Incontestablement, cet album est marqué par le revirement du cinéma américain qui abandonne le western classique et manichéen pour une vision plus nuancée, voire honteuse, de la conquête de l’Ouest. L’influence de « Little Big Man », le film d’Arthur Penn avec Dustin Hoffman est palpable.
On peut aussi imaginer que Patronimo est largement inspiré du célèbre Geronimo, chef des Apaches en guerre contre le Mexique et les Etats-Unis (1829-1909).

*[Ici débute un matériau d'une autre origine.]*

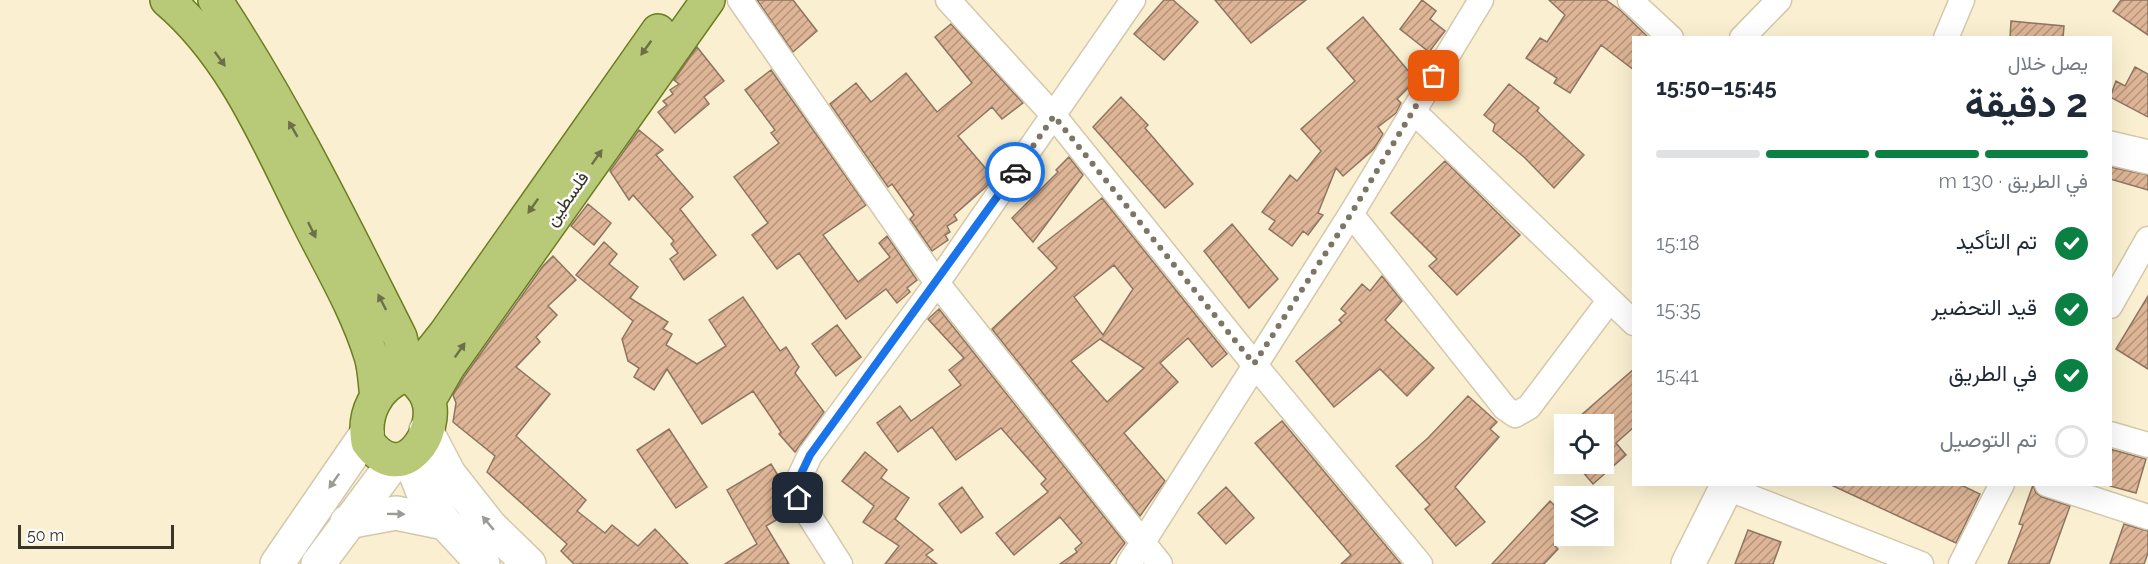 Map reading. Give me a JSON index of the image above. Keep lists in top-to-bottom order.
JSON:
{
  "streets": {
    "main road": ["فلسطين"]
  },
  "scale_bar": "50 m",
  "page": {
    "heading": ["2 دقيقة", "يصل خلال", "15:45–15:50"],
    "bar": "في الطريق · 130 m",
    "list": [
      ["تم التأكيد", "15:18"],
      ["قيد التحضير", "15:35"],
      ["في الطريق", "15:41"],
      "تم التوصيل"
    ],
    "scale": "50 m"
  }
}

On peut voir dans cet album un croisement entre Lucky Luke et une autre série publiée dans Pilote et éditée par Dargaud : « Lieutenant Blueberry », une série western réaliste de Jean-Michel Charlier et Jean Giraud, deux hommes qui ont côtoyé René Goscinny . Sur un forum internet, un auteur anonyme a écrit ceci : « Par ailleurs, je lisais récemment Canyon Apache et je me demandais si il était une parodie de Blueberry? J’y vois beaucoup de références : le colonel irresponsable et jusqu’au-boutiste, Lucky Luke comme ami des Indiens et pont entre les deux peuples, le fort, le refuge au Mexique, les rites d’initiation…En même temps, ce sont aussi des éléments habituels des westerns, me direz-vous. Mais je me demandais si quelqu’un sait si c’est une parodie plus ou moins assumée et plus ou moins ouverte de Blueberry ? »

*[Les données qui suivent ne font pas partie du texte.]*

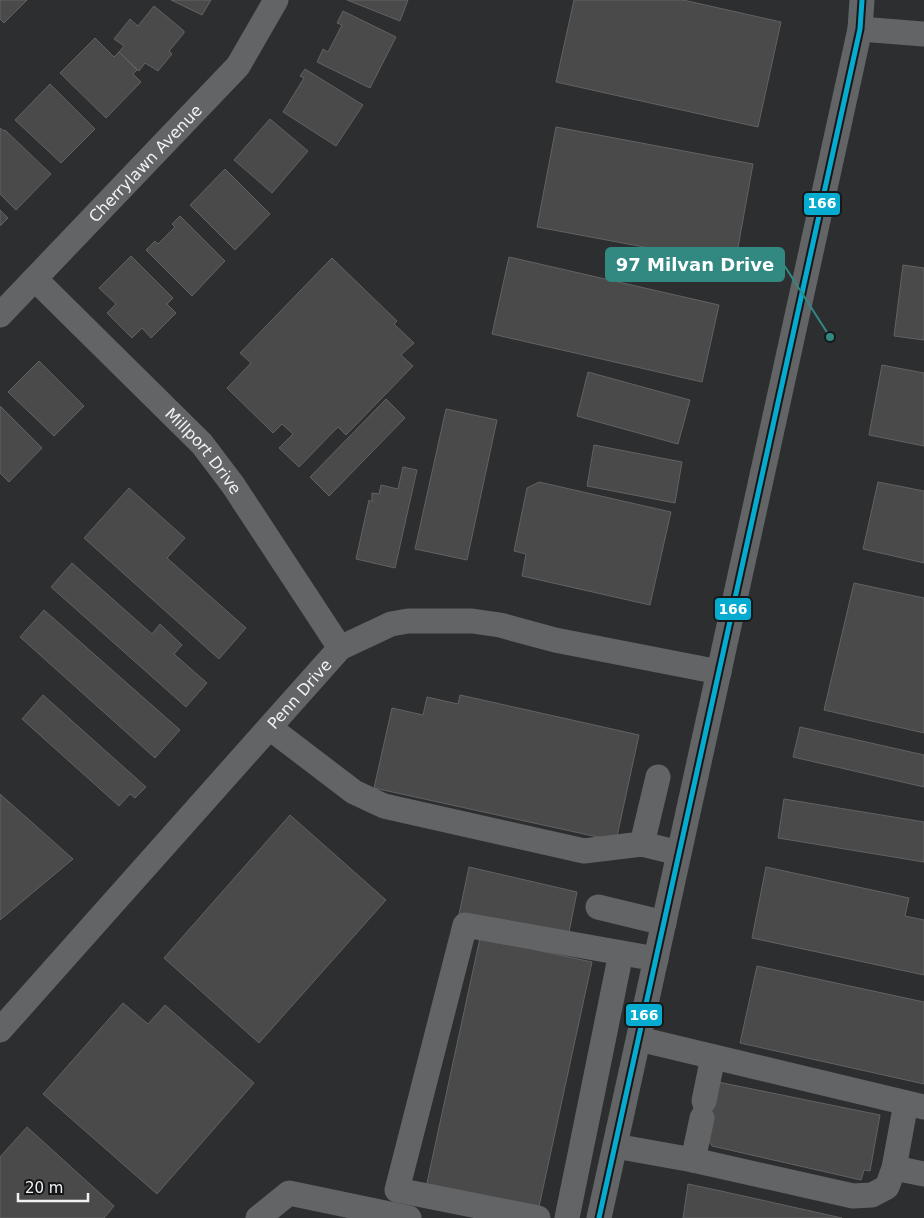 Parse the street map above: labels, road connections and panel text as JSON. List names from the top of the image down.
{
  "streets": {
    "street": ["Cherrylawn Avenue", "Millport Drive", "Penn Drive"]
  },
  "crossings": [
    ["Cherrylawn Avenue", "Millport Drive"],
    ["Millport Drive", "Penn Drive"]
  ],
  "places": ["97 Milvan Drive"],
  "lines": ["transit line 166"],
  "scale_bar": "20 m"
}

Sur le site « Sens Critique », un internaute surnommé Volubilis 78 a écrit ceci : « Que les 10 dernières planches sont réussies !! Certainement une des meilleures fins d’un album de Lucky Luke. De l’action, des révélations d’intrigue et une dernière page grandiose en guise d’ouverture réflexive, bref du grand art … »
Le gag
Le métissage irlando-écossais.
La réplique
« Coyotito nage comme frère le poisson. »
Curiosité
Les deux avant dernières scènes représentent le monde à l’époque moderne, on y voit un appareil photo et une voiture, chose unique dans la série. L’avant dernière scène est très émouvante.
Un internaute nous écrit
"Une tendresse pour Coyotito"
Par Didier Navarre
La bande dessinée a tout d’abord été mon tout premier contact avec la lecture. Tintin a ma préférence. Vol 714 pour Sydney, Coke en stock et les Picaros sont mes préférés. Chez Lucky Luke, un ouvrage fait partie de mes livres de chevet : canyon apache. Tout d’abord, depuis tout petit, je suis fan de western. « La Prisonnière du Désert », « Rio Bravo », « Little Big-Man », « Le Massacre de Fort apache » ont été aussi précieux pour ma culture que mes professeurs du secondaire pour l’apprentissage de l’histoire de l’Amérique. Dans « Canyon Apache », l’histoire colle vraiment à celle de l’Amérique. Le colonel O’Nollan campe parfaitement le colonel Custer. La fin de l’ouvrage met le doigt sur le triste sort de la nation indienne. On voit ce vieil indien transformé en guide pour touristes.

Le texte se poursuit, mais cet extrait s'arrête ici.